The South Korean guards are carefully chosen for their imposing presence, and they are all taller than their North Korean counterparts because any sign of weakness or apparent vulnerability here will get exploited. Only a decade or two ago, there were violent skirmishes along these footpaths, and the hostility in this area can be felt even during a short tour. Everyone in the tour group was photographed from the North with an impressive looking camera that appeared to be capable of counting the pores on my face, and the tour was delayed by a couple of hours due to the deportation of 2 unfortunate North Koreans who strayed a bit too far down the coast in a small boat and had to be returned back to the North.
An interesting bit of trivia - a short while ago 2 North Koreans entered the negotiation room (building T 2) and pulled down the miniature flags of S. Korea and the US from the UN flag display in the room. One flag was then used to wipe down one N. Korean's shoes, and the other was used as a kleenex. To prevent a reoccurence, the small flags were removed and replaced with a painted plexiglass display bolted quite securely to the wall. That sort of provocative incident makes no apparent sense but it's been like that here for decades. It's like two kids yelling "stop touching me!" in the back of the family car, except that they both have guns and one is pointing hundreds of artillery pieces at Seoul just in case they ever come up with an excuse to pull the trigger.

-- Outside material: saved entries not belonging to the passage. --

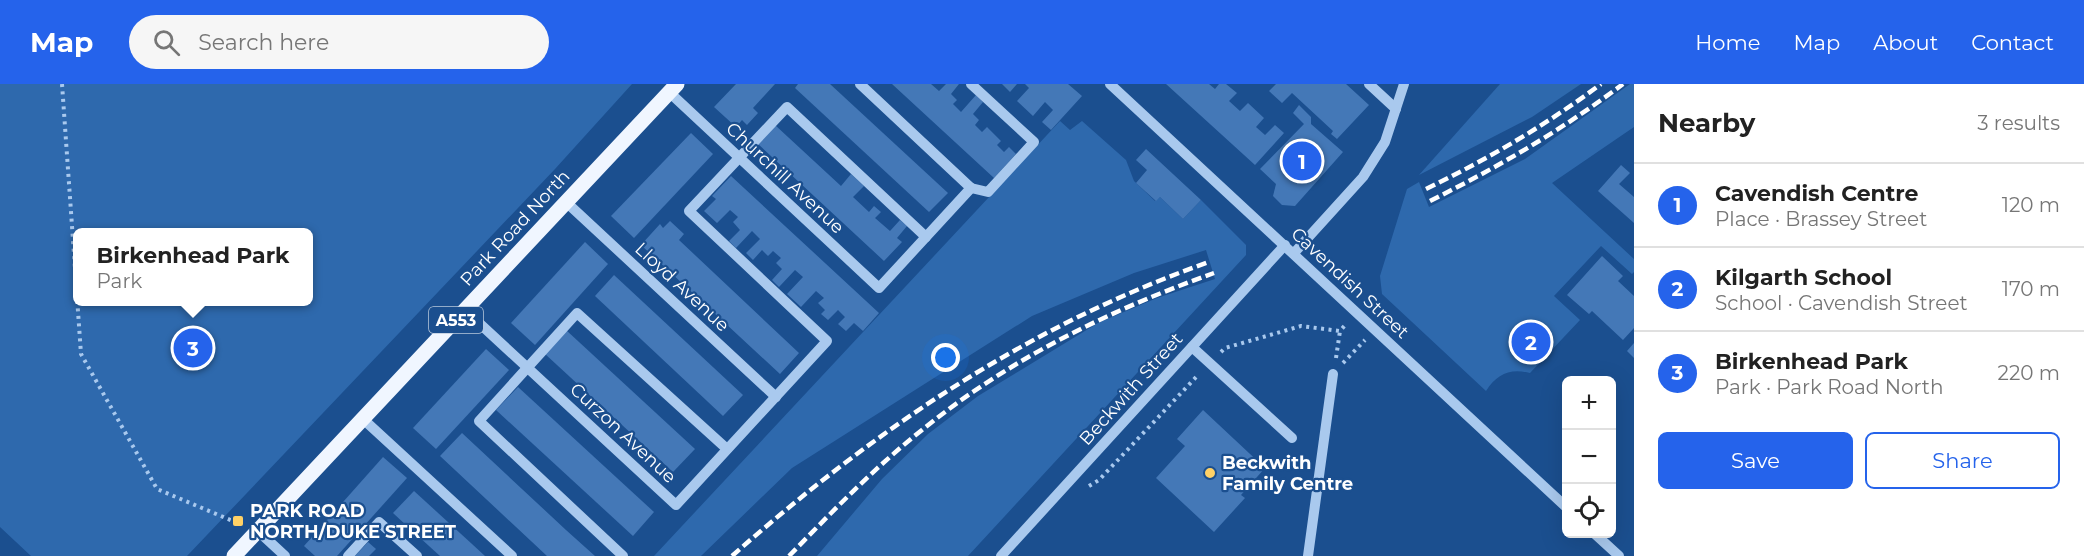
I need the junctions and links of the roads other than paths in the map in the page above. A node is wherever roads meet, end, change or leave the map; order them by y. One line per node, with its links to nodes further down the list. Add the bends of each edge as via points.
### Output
1 (860, 84): 9 (street)
2 (971, 84): 9 (street, via 1034,142 988,192)
3 (1110, 84): 12 (street, Cavendish Street)
4 (1369, 84): 7 (street)
5 (1404, 84): 7 (street)
6 (673, 88): 8 (street, Churchill Avenue); 10 (main road, Park Road North / A553)
7 (1396, 109): 13 (street, via 1384,142 1363,177)
8 (739, 157): 11 (street, via 787,107); 11 (street, Churchill Avenue, via 879,288); 18 (street, Curzon Avenue, via 689,211 827,341)
9 (971, 188): 11 (street)
10 (566, 202): 14 (main road, Park Road North / A553); 18 (street, Lloyd Avenue)
11 (926, 237)
12 (1285, 245): 13 (street, Cavendish Street); 15 (street, Beckwith Street)
13 (1294, 253): 22 (street, Cavendish Street)
14 (465, 310): 16 (street, Curzon Avenue); 19 (main road, Park Road North / A553)
15 (1192, 347): 20 (street); 31 (street, Beckwith Street)
16 (526, 366): 21 (street, via 577,313); 21 (street, Curzon Avenue, via 676,505); 30 (street, via 479,421)
17 (1333, 374): 32 (street)
18 (776, 397): 21 (street, Curzon Avenue)
19 (363, 419): 23 (main road, Park Road North / A553); 29 (street)
20 (1292, 438)
21 (727, 449)
22 (1562, 503)
23 (258, 531): 25 (main road, Park Road North / A553); 26 (street)
24 (1599, 538): 33 (street)
25 (234, 556)
26 (285, 556)
27 (348, 556): 28 (street, via 379,522)
28 (417, 556)
29 (512, 556)
30 (623, 556)
31 (1001, 556)
32 (1308, 556)
33 (1619, 556)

It's quite clear that the war is still on here, and this is no cold war. Although procedures have been put in place to make large scale armed conflict unlikely, only careful tactical procedures developed over the years are preventing routine skirmishes between patrols even now. Almost every time the North Koreans find a vulnerability, they have tried to exploit it even when that means open combat. If they think they can wipe out a patrol without significant cost, they have tended to take the opportunity. We try very hard to not give them the opportunity, but they keep trying to provoke border incidents. Even in the tour groups, we're told to not say anything, point, or make any kind of gesture towards the North Korean guards because that may be used to create an incident or propaganda event.
The tunnel tour again brought home how this is not simply a war of the past. The most recent of four massive tunnels running under the border from North to South was discovered in early 1990. These tunnels are large and finished well enough for fully equipped troops to run through for the entire length, and the ends were discovered well inside South Korea at fairly strategic locations. We are fools if we think they are not still digging other tunnels. We only discovered these because of defectors and because they triggered blast detectors. Different tunneling methods, deeper tunnels, or tunnels dug in less populated areas may still go undetected.

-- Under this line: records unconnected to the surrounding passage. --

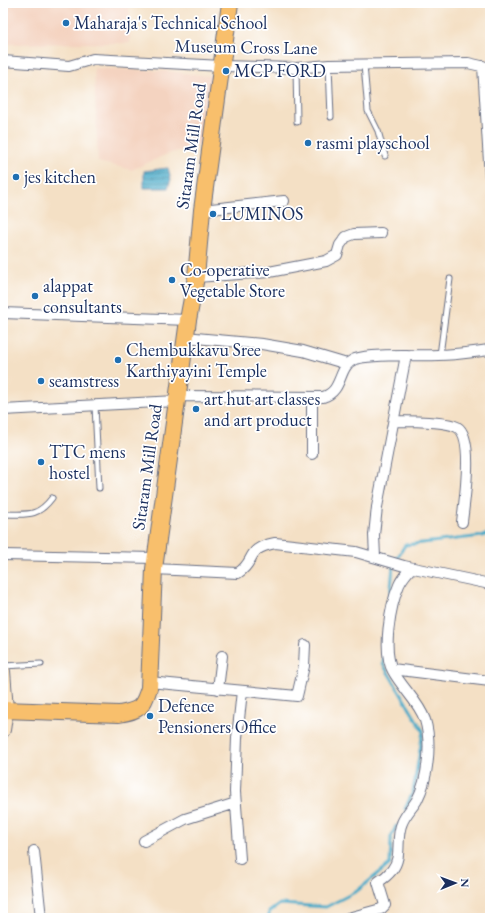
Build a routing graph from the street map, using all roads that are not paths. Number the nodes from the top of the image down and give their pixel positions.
1 (230, 3) edge
2 (3, 61) edge
3 (329, 65) junction
4 (364, 65) junction
5 (222, 66) junction
6 (486, 67) edge
7 (296, 68) junction
8 (331, 117) dead end
9 (297, 122) dead end
10 (385, 156) dead end
11 (490, 178) edge
12 (284, 201) dead end
13 (202, 210) junction
14 (381, 233) dead end
15 (196, 277) junction
16 (450, 279) dead end
17 (3, 313) edge
18 (188, 320) junction
19 (185, 338) junction
20 (490, 350) edge
21 (406, 355) junction
22 (440, 355) junction
23 (347, 364) junction
24 (312, 398) junction
25 (177, 399) junction
26 (96, 406) junction
27 (3, 410) edge
28 (394, 420) junction
29 (312, 454) dead end
30 (99, 488) dead end
31 (52, 498) dead end
32 (3, 514) edge
33 (462, 522) dead end
34 (3, 555) edge
35 (375, 557) junction
36 (154, 564) junction
37 (407, 567) junction
38 (490, 584) edge
39 (305, 645) dead end
40 (222, 656) dead end
41 (41, 664) dead end
42 (3, 666) edge
43 (392, 669) junction
44 (3, 671) edge
45 (490, 681) edge
46 (150, 682) junction
47 (218, 689) junction
48 (242, 691) junction
49 (4, 710) edge
50 (3, 730) edge
51 (236, 803) junction
52 (144, 841) dead end
53 (34, 850) dead end
54 (240, 859) dead end
55 (41, 918) edge
56 (348, 918) edge

1 - 5 main road, Sitaram Mill Road
2 - 5 street, Museum Cross Lane
3 - 4 street, Museum Cross Lane
3 - 7 street, Museum Cross Lane
3 - 8 lane
4 - 6 street, Museum Cross Lane
4 - 10 lane
5 - 7 street, Museum Cross Lane
5 - 13 main road, Sitaram Mill Road
6 - 11 street
7 - 9 lane
12 - 13 street
13 - 15 main road, Sitaram Mill Road
14 - 15 street
15 - 18 main road, Sitaram Mill Road
16 - 22 lane
17 - 18 street
18 - 19 main road, Sitaram Mill Road
19 - 23 street
19 - 25 main road, Sitaram Mill Road
20 - 22 street
21 - 22 street
21 - 23 street
21 - 28 street
23 - 24 street
24 - 25 street
24 - 29 street
25 - 26 street
25 - 36 main road, Sitaram Mill Road
26 - 27 street
26 - 30 lane
28 - 33 street
28 - 35 street
31 - 32 lane
34 - 36 street
35 - 36 street
35 - 37 street
36 - 46 main road, Sitaram Mill Road
37 - 38 street
37 - 43 street
39 - 48 street
40 - 47 street
41 - 42 lane
43 - 45 street
43 - 56 street
44 - 49 main road
46 - 47 street
46 - 49 main road, Sitaram Mill Road
47 - 48 street
48 - 51 street
49 - 50 main road
51 - 52 street
51 - 54 street
53 - 55 street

Propaganda village is also quite impressive. Imagine a movie set a couple of square miles in size, complete with bit part actors doing their best to make the city look like someone lives in it. Flying over this pretend village is what is probably the worlds largest flag (300 lbs) on a 160 meter tall tower. http://en.wikipedia.org/wiki/Gijeong-dong
Another thing I found interesting and somewhat sad are two facilities on the South side of the border that are in place, waiting for the reunification. First, there is a very large and well constructed building on the South side of the Joint Security Area built specifically for re-uniting families separated by the war. There are waiting areas, private rooms for families to meet, etc. It remains unused. Second, there is a large and modern train station just South of the border. Although construction on roads, parking lots, and other support facilities are still in progress, it is otherwise a fully functioning and modern transportation hub. Except for occasional tour groups and a few guards, it is empty.
One last thing... The politics behind the show's storyline aside, the depictions of the weather from the TV show MASH are entirely correct. It was bitterly cold during our visit, with a mere 5 knots of wind causing a wind chill of -5F. One of my cameras ceased functioning due to the cold after just 5 minutes outside of my pocket. This is a beautiful country, and it looks a lot like Southern California, also like the TV show. The hardships we endure and the resources we expend to protect it are, in my opinion, worthwhile.